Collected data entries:
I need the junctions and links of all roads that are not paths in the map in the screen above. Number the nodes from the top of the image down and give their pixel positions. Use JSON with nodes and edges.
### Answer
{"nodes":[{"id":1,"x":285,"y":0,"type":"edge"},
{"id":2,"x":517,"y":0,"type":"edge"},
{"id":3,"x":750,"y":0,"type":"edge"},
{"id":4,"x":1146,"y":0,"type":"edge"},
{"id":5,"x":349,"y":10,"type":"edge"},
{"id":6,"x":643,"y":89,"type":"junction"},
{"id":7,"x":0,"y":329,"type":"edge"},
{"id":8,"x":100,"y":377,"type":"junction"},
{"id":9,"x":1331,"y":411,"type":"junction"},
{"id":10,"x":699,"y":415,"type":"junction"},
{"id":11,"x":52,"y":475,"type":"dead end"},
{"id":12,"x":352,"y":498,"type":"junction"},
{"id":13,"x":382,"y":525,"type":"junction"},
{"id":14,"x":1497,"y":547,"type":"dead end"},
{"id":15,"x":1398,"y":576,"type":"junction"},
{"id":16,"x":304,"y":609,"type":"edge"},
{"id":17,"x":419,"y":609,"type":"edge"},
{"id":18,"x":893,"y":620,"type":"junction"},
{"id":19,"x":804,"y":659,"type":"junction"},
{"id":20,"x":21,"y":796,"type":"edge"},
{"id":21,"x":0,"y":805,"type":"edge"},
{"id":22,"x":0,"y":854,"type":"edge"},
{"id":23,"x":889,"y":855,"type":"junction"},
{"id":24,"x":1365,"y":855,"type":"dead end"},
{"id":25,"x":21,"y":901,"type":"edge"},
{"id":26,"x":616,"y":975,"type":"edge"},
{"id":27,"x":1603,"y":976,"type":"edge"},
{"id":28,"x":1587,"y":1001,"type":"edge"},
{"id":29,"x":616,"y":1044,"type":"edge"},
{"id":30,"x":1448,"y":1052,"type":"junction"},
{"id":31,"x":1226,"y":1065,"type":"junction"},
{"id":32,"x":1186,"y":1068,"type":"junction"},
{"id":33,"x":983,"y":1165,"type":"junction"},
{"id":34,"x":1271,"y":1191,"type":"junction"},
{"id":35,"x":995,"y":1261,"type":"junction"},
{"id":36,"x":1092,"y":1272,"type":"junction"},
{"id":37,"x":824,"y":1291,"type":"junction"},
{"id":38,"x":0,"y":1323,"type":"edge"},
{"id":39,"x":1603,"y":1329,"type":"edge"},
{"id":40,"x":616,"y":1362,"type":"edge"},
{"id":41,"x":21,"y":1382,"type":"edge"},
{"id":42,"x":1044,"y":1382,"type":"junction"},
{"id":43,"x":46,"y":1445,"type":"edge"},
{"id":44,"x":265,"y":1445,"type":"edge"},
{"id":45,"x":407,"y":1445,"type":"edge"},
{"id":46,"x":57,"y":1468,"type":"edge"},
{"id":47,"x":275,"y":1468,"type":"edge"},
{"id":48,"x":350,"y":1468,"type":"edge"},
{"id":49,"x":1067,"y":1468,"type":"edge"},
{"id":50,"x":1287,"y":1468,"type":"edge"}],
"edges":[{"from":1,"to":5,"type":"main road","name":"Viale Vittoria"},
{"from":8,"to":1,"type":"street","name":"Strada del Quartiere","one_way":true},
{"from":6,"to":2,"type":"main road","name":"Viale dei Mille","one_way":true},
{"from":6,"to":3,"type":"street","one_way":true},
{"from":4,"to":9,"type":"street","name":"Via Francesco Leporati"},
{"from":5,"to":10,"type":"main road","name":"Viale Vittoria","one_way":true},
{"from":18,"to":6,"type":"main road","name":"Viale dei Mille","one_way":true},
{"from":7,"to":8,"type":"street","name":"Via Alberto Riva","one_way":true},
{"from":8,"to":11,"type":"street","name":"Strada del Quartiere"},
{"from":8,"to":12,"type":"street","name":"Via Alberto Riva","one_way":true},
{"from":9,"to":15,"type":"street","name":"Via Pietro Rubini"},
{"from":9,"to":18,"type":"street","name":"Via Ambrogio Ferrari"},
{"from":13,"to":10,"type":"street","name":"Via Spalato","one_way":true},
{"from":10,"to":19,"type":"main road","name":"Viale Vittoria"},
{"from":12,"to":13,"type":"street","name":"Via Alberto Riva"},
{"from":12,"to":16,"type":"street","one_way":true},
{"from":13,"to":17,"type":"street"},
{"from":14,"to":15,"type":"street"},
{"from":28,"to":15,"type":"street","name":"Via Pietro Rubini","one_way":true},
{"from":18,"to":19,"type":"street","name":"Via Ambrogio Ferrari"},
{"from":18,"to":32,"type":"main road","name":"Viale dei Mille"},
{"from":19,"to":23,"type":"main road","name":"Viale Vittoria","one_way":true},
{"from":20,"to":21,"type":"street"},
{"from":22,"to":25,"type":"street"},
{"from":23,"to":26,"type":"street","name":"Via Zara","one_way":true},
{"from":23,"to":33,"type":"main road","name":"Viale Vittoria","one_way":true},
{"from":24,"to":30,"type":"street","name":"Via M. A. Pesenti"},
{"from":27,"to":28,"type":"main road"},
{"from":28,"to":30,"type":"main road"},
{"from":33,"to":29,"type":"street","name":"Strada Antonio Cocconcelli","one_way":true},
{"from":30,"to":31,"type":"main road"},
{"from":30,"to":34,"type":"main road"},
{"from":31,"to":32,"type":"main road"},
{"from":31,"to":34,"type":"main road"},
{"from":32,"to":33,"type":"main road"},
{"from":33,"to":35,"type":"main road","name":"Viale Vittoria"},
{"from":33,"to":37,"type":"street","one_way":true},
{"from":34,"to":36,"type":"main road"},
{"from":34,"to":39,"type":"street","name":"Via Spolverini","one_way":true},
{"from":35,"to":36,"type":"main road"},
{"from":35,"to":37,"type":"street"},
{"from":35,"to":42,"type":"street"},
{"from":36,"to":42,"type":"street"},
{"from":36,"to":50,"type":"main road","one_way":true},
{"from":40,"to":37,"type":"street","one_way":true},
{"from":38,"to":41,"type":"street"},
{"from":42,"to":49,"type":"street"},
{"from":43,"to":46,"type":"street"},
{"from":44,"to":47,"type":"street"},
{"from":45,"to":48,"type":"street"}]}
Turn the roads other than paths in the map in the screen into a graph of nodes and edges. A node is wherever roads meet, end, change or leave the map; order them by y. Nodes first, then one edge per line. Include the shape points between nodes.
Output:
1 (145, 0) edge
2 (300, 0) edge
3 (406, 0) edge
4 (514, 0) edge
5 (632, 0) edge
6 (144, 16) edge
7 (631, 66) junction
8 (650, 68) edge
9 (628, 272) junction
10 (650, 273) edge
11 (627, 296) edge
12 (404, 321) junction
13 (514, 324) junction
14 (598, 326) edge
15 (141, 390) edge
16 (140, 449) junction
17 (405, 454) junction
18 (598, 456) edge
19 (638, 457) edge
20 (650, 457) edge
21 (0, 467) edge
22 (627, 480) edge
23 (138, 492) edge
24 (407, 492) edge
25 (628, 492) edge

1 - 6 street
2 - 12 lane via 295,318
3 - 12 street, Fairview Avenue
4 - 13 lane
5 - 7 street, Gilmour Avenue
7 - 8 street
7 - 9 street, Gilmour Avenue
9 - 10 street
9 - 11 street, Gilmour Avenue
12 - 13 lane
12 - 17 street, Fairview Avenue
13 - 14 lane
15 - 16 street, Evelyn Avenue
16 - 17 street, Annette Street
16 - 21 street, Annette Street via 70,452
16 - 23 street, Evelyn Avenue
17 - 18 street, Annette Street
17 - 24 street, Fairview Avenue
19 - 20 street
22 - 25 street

Work item: "Strada" is the string to look for; please copy every line of the records above where it appears.

Completed exercise:
{"from":8,"to":1,"type":"street","name":"Strada del Quartiere","one_way":true},
{"from":8,"to":11,"type":"street","name":"Strada del Quartiere"},
{"from":33,"to":29,"type":"street","name":"Strada Antonio Cocconcelli","one_way":true},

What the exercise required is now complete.